Even if you think that some people's having many sexual partners should affect the analysis, remember that HPV can be spread even among people who are about as sexually constrained as can be expected. The Alan-Betty-Carl-Denise connection can happen even if Betty was a virgin when she married Alan; if she then didn't have sex with Carl until she married him (assume Alan had died, or had left Betty); and if Denise was a virgin when she married Carl (again, assume Betty had died, or had left Carl).

This specific scenario might be rare—but lots of other scenarios in which people had led fairly safe lives, but find themselves getting HPV, are also quite plausible. And more broadly, even if people are leading somewhat riskier lives than this, participating in infecting them with a disease may still be quite rightly seen as harming them, despite their own role in choosing risky behavior.

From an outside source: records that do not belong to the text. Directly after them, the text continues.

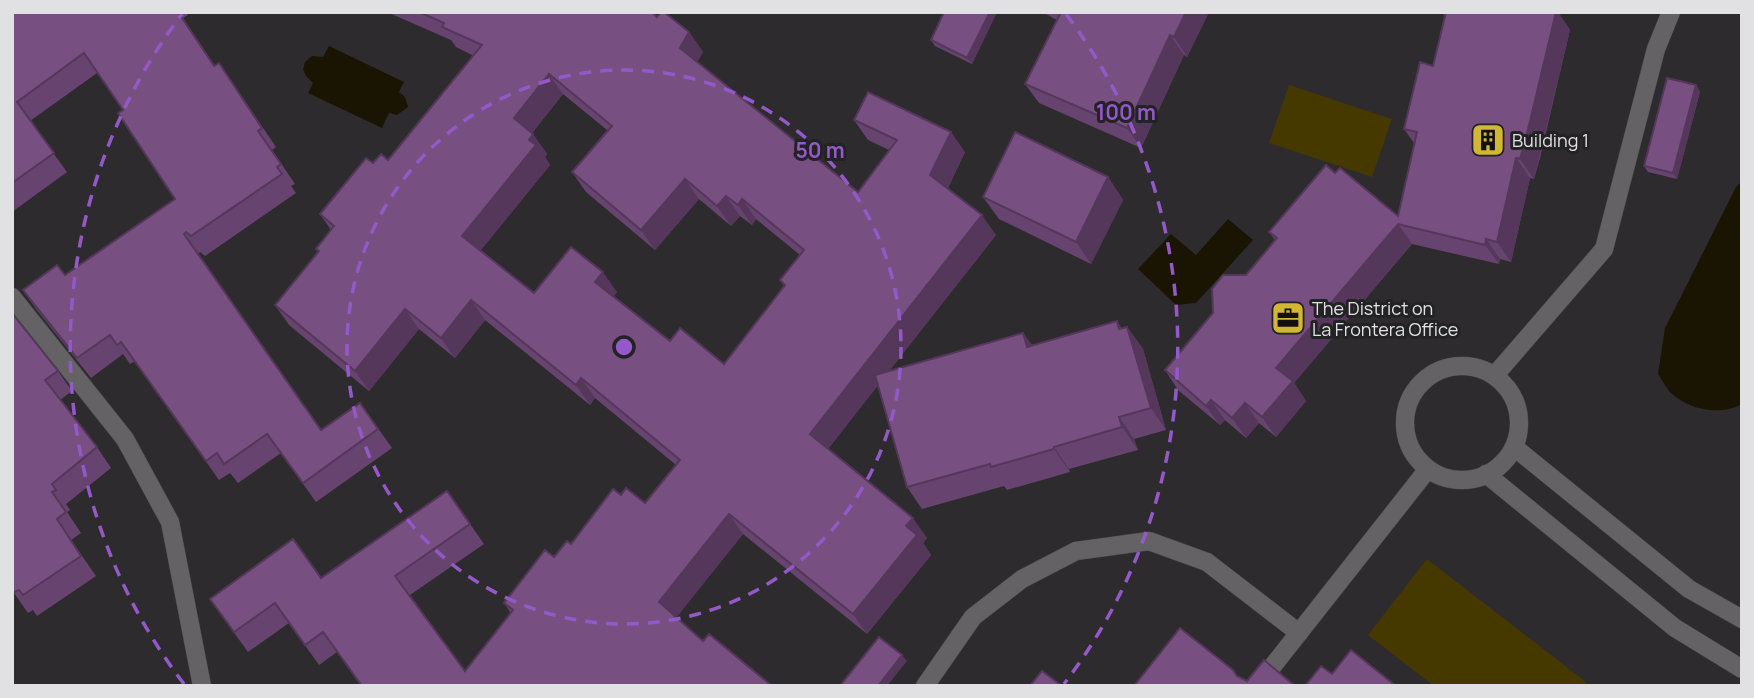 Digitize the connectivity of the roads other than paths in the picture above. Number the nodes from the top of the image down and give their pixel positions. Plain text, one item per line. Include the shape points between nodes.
1 (1671, 12) edge
2 (12, 297) edge
3 (1495, 375) junction
4 (1514, 447) junction
5 (1428, 469) junction
6 (1486, 474) junction
7 (1742, 619) edge
8 (1299, 633) junction
9 (1742, 669) edge
10 (934, 683) edge
11 (202, 686) edge
12 (1257, 686) edge

1 - 3 lane via 1656,49 1604,249
2 - 11 lane via 125,439 170,522
3 - 4 lane via 1517,408
3 - 5 lane via 1457,366 1437,371 1421,382 1410,398 1406,437
4 - 6 lane
4 - 7 lane via 1689,589
5 - 6 lane via 1466,480
5 - 8 lane
6 - 9 lane via 1675,628
8 - 10 lane via 1207,562 1149,541 1076,551 1022,579 973,617
8 - 12 lane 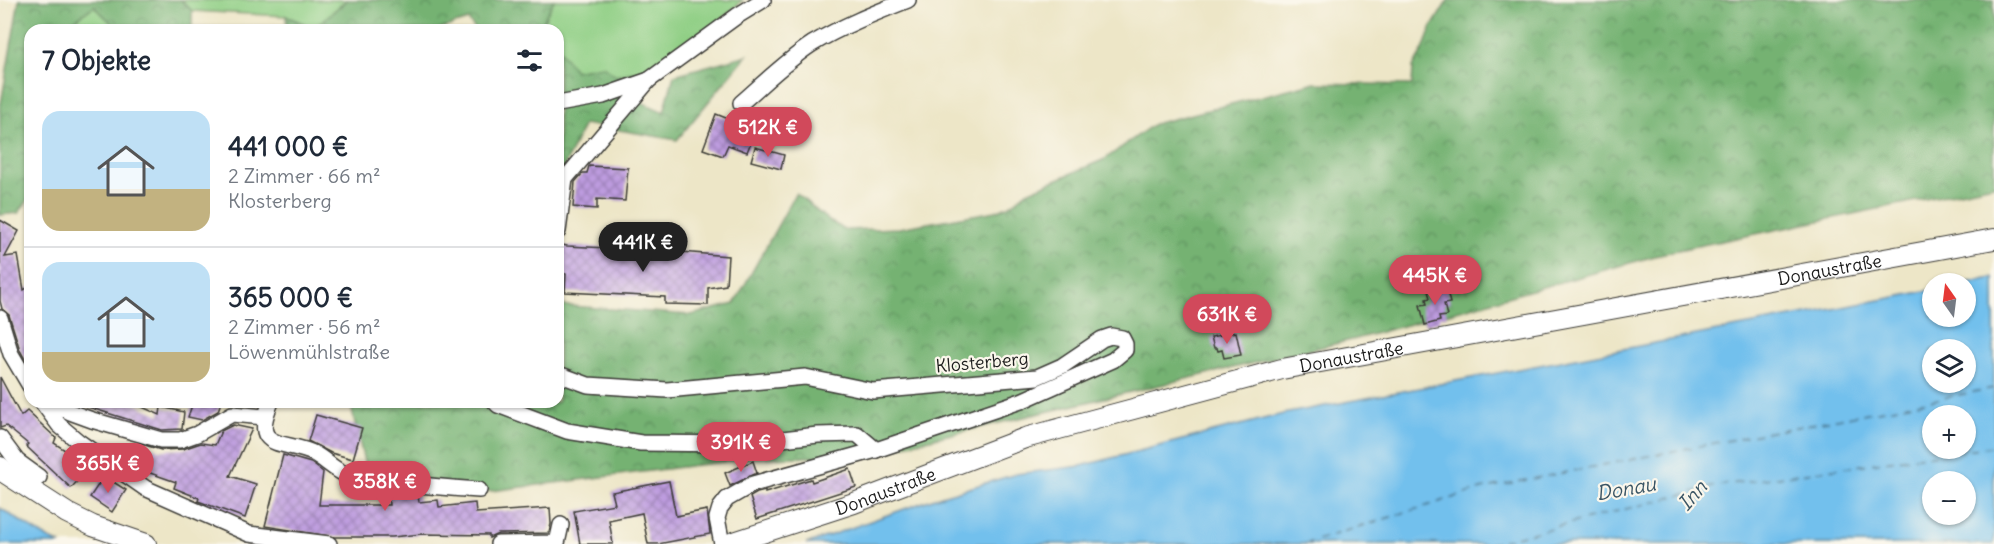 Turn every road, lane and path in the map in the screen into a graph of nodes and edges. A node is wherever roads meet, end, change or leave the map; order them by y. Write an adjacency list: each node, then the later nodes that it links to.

Of course, if HPV immunization were 100% reliable, and 100% available, then this analysis wouldn't apply with quite the same strength: Presumably any person who remains at risk of HPV infection would be at risk because of her own refusal to get the vaccine. Yet some people don't get the vaccine, possibly because they can't afford it; some can't get it because they're in the small but significant group of people for whom the vaccine would be unsafe; for some classes of people, the vaccine hasn't been tested (for instance, for people in their age group); and for at least some vaccines, the vaccine may be far from 100% effective for any individual recipient.

So I think that a libertarian may reasonably conclude, I think, that refusing to get immunized is wrongful behavior. Such refusal may lead to one's becoming a vehicle for transmitting a dangerous and sometimes deadly disease to third parties, and thus harming those third parties (in a way that an "assumption of risk" argument would not excuse). And while a vaccine will step in before the harm is inflicted, rather than as punishment for inflicting harm, it doesn't make sense to take a punishment model: Again, the harm of spreading communicable disease generally isn't inflicted through deliberate choice to do something unusually dangerous (other than the deliberate choice not to get vaccinated).

And that's for sexually transmitted diseases. When a disease can be spread through casual contact—sneezing, coughing, perhaps even breathing—the disease is even harder for people to reliably avoid spreading, or to reliably avoid acquiring. The case for forbidding people from inflicting this disease on others, by requiring them to take reasonably safe and effective steps to keep their bodies from being deadly, is thus even stronger.

So a brief summary: There may well be practical problems with truly mandatory immunization, and it may well be that herd immunity would mean that 90% immunization is good enough to reduce the risk to a level that doesn't merit regulation. There may of course also be practical objections to immunization if the immunization seems unduly risky.

But as a moral matter of individual liberty, it seems to me that there's little support for a claimed freedom from getting immunized—and especially a claimed freedom from getting your underage children immunized. A requirement that people not allow their bodies to be media for unwitting transmission of deadly diseases strikes me as quite compatible with a generally libertarian perspective on the world.

UPDATE: Note that, when I wrote this, the debate was about mandating vaccinations for girls and women, whether because the HPV vaccine was better tested there, was more seen as cost-effective there, or was more likely to benefit the vaccinated themselves (given that a major hazard of HPV is cervical cancer); that's why I focus the analysis on the women in the chain. But to the extent that the vaccination is seen as medically effective for male as well, I think the moral case for compelling it is present for men and boys as well as for women and girls.